Your task.
Narrow the data below down to the lines containing "Oaks".

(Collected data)

++++++++

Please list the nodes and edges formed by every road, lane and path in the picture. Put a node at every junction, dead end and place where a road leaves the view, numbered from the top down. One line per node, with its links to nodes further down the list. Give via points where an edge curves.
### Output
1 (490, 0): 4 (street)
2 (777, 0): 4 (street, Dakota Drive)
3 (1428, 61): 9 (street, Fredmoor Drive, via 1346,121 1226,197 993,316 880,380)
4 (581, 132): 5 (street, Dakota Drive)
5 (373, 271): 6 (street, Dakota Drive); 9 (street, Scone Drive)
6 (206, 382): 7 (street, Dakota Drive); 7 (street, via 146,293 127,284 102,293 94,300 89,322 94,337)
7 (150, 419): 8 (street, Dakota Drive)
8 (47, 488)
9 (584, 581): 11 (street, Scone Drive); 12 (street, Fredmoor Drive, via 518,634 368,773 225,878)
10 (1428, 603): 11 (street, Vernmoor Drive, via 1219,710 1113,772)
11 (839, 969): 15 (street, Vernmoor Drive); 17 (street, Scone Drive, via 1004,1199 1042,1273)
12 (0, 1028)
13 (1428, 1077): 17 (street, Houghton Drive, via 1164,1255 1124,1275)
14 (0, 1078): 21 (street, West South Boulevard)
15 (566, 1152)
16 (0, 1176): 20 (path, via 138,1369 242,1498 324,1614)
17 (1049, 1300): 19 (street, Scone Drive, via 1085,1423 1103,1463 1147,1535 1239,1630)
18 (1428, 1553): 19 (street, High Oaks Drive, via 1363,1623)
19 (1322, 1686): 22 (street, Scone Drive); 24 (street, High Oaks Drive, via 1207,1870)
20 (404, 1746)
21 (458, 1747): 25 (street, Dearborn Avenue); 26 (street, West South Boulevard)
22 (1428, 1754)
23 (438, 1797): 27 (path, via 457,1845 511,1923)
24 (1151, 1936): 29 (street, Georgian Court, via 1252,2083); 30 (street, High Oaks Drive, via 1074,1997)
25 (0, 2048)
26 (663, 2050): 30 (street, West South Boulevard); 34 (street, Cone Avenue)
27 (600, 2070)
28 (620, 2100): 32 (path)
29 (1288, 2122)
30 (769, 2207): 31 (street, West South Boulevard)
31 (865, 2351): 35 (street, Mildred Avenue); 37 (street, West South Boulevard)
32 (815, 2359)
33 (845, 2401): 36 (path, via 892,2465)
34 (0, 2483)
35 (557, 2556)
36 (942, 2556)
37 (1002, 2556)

++++++++

Written response.
18 (1428, 1553): 19 (street, High Oaks Drive, via 1363,1623)
19 (1322, 1686): 22 (street, Scone Drive); 24 (street, High Oaks Drive, via 1207,1870)
24 (1151, 1936): 29 (street, Georgian Court, via 1252,2083); 30 (street, High Oaks Drive, via 1074,1997)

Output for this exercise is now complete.